Every entry that follows should be output again, word for word.

- - - -

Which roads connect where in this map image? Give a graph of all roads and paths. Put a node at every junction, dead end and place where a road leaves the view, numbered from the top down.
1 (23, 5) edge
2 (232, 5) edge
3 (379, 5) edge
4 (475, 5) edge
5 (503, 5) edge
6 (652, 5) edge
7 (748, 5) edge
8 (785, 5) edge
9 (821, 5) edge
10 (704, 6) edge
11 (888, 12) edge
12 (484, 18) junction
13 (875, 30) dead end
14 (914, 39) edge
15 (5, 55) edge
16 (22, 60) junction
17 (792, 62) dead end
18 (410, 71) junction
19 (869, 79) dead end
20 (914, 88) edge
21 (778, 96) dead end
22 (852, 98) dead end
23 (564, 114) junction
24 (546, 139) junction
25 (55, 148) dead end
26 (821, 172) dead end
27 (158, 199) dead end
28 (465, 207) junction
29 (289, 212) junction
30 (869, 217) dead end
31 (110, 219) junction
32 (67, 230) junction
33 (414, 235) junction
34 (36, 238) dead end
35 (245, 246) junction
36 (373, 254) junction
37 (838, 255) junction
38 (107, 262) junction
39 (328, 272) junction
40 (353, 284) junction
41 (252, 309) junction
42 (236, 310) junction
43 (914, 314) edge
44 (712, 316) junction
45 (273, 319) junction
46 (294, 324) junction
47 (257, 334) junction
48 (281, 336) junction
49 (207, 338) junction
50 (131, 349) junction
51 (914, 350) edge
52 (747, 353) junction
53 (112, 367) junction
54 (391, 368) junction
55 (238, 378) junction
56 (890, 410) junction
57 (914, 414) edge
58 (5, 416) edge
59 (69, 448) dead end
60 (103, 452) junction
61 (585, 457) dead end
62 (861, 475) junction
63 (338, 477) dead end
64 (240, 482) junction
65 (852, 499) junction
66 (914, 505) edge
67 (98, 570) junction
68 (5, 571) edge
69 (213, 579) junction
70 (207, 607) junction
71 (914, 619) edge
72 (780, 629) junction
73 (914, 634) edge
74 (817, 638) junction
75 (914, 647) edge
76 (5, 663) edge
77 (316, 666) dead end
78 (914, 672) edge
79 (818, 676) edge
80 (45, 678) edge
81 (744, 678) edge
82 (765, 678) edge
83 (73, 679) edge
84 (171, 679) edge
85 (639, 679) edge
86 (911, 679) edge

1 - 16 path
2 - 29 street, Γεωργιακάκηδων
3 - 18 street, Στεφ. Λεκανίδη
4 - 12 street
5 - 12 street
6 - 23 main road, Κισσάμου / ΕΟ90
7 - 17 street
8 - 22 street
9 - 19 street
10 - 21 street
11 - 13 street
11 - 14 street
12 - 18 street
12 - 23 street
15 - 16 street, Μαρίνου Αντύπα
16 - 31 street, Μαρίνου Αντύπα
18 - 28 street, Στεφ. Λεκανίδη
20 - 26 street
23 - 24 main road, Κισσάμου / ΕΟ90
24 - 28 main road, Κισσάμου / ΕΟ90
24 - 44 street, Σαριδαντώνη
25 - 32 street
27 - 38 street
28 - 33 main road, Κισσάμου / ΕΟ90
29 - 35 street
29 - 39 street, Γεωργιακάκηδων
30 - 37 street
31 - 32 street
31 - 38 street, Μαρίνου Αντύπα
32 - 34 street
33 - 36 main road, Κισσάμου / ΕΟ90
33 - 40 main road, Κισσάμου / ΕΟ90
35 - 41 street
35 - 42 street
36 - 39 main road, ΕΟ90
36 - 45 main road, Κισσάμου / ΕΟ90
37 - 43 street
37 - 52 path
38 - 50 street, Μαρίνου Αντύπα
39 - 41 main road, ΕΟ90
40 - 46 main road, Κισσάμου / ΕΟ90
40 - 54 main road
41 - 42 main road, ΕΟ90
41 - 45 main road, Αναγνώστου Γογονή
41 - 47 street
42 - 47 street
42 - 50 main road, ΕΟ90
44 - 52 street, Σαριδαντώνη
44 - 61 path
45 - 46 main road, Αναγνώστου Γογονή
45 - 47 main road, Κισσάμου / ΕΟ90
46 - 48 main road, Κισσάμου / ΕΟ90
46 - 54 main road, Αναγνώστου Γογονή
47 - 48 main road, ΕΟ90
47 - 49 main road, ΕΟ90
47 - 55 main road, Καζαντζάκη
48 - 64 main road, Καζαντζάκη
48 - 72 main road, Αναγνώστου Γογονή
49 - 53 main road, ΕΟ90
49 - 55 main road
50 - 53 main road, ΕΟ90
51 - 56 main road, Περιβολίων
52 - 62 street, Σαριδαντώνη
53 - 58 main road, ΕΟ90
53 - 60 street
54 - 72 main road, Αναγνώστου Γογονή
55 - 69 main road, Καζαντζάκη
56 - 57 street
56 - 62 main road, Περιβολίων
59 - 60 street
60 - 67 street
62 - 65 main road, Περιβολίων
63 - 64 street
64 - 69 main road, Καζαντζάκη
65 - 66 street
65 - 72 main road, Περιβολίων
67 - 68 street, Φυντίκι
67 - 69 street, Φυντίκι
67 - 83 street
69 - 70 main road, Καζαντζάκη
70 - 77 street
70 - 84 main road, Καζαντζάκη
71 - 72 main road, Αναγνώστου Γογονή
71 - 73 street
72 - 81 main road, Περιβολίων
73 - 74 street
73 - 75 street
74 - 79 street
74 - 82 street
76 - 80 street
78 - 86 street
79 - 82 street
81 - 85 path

- - - -

#### [Output for this exercise]
Which roads connect where in this map image? Give a graph of all roads and paths. Put a node at every junction, dead end and place where a road leaves the view, numbered from the top down.
1 (23, 5) edge
2 (232, 5) edge
3 (379, 5) edge
4 (475, 5) edge
5 (503, 5) edge
6 (652, 5) edge
7 (748, 5) edge
8 (785, 5) edge
9 (821, 5) edge
10 (704, 6) edge
11 (888, 12) edge
12 (484, 18) junction
13 (875, 30) dead end
14 (914, 39) edge
15 (5, 55) edge
16 (22, 60) junction
17 (792, 62) dead end
18 (410, 71) junction
19 (869, 79) dead end
20 (914, 88) edge
21 (778, 96) dead end
22 (852, 98) dead end
23 (564, 114) junction
24 (546, 139) junction
25 (55, 148) dead end
26 (821, 172) dead end
27 (158, 199) dead end
28 (465, 207) junction
29 (289, 212) junction
30 (869, 217) dead end
31 (110, 219) junction
32 (67, 230) junction
33 (414, 235) junction
34 (36, 238) dead end
35 (245, 246) junction
36 (373, 254) junction
37 (838, 255) junction
38 (107, 262) junction
39 (328, 272) junction
40 (353, 284) junction
41 (252, 309) junction
42 (236, 310) junction
43 (914, 314) edge
44 (712, 316) junction
45 (273, 319) junction
46 (294, 324) junction
47 (257, 334) junction
48 (281, 336) junction
49 (207, 338) junction
50 (131, 349) junction
51 (914, 350) edge
52 (747, 353) junction
53 (112, 367) junction
54 (391, 368) junction
55 (238, 378) junction
56 (890, 410) junction
57 (914, 414) edge
58 (5, 416) edge
59 (69, 448) dead end
60 (103, 452) junction
61 (585, 457) dead end
62 (861, 475) junction
63 (338, 477) dead end
64 (240, 482) junction
65 (852, 499) junction
66 (914, 505) edge
67 (98, 570) junction
68 (5, 571) edge
69 (213, 579) junction
70 (207, 607) junction
71 (914, 619) edge
72 (780, 629) junction
73 (914, 634) edge
74 (817, 638) junction
75 (914, 647) edge
76 (5, 663) edge
77 (316, 666) dead end
78 (914, 672) edge
79 (818, 676) edge
80 (45, 678) edge
81 (744, 678) edge
82 (765, 678) edge
83 (73, 679) edge
84 (171, 679) edge
85 (639, 679) edge
86 (911, 679) edge

1 - 16 path
2 - 29 street, Γεωργιακάκηδων
3 - 18 street, Στεφ. Λεκανίδη
4 - 12 street
5 - 12 street
6 - 23 main road, Κισσάμου / ΕΟ90
7 - 17 street
8 - 22 street
9 - 19 street
10 - 21 street
11 - 13 street
11 - 14 street
12 - 18 street
12 - 23 street
15 - 16 street, Μαρίνου Αντύπα
16 - 31 street, Μαρίνου Αντύπα
18 - 28 street, Στεφ. Λεκανίδη
20 - 26 street
23 - 24 main road, Κισσάμου / ΕΟ90
24 - 28 main road, Κισσάμου / ΕΟ90
24 - 44 street, Σαριδαντώνη
25 - 32 street
27 - 38 street
28 - 33 main road, Κισσάμου / ΕΟ90
29 - 35 street
29 - 39 street, Γεωργιακάκηδων
30 - 37 street
31 - 32 street
31 - 38 street, Μαρίνου Αντύπα
32 - 34 street
33 - 36 main road, Κισσάμου / ΕΟ90
33 - 40 main road, Κισσάμου / ΕΟ90
35 - 41 street
35 - 42 street
36 - 39 main road, ΕΟ90
36 - 45 main road, Κισσάμου / ΕΟ90
37 - 43 street
37 - 52 path
38 - 50 street, Μαρίνου Αντύπα
39 - 41 main road, ΕΟ90
40 - 46 main road, Κισσάμου / ΕΟ90
40 - 54 main road
41 - 42 main road, ΕΟ90
41 - 45 main road, Αναγνώστου Γογονή
41 - 47 street
42 - 47 street
42 - 50 main road, ΕΟ90
44 - 52 street, Σαριδαντώνη
44 - 61 path
45 - 46 main road, Αναγνώστου Γογονή
45 - 47 main road, Κισσάμου / ΕΟ90
46 - 48 main road, Κισσάμου / ΕΟ90
46 - 54 main road, Αναγνώστου Γογονή
47 - 48 main road, ΕΟ90
47 - 49 main road, ΕΟ90
47 - 55 main road, Καζαντζάκη
48 - 64 main road, Καζαντζάκη
48 - 72 main road, Αναγνώστου Γογονή
49 - 53 main road, ΕΟ90
49 - 55 main road
50 - 53 main road, ΕΟ90
51 - 56 main road, Περιβολίων
52 - 62 street, Σαριδαντώνη
53 - 58 main road, ΕΟ90
53 - 60 street
54 - 72 main road, Αναγνώστου Γογονή
55 - 69 main road, Καζαντζάκη
56 - 57 street
56 - 62 main road, Περιβολίων
59 - 60 street
60 - 67 street
62 - 65 main road, Περιβολίων
63 - 64 street
64 - 69 main road, Καζαντζάκη
65 - 66 street
65 - 72 main road, Περιβολίων
67 - 68 street, Φυντίκι
67 - 69 street, Φυντίκι
67 - 83 street
69 - 70 main road, Καζαντζάκη
70 - 77 street
70 - 84 main road, Καζαντζάκη
71 - 72 main road, Αναγνώστου Γογονή
71 - 73 street
72 - 81 main road, Περιβολίων
73 - 74 street
73 - 75 street
74 - 79 street
74 - 82 street
76 - 80 street
78 - 86 street
79 - 82 street
81 - 85 path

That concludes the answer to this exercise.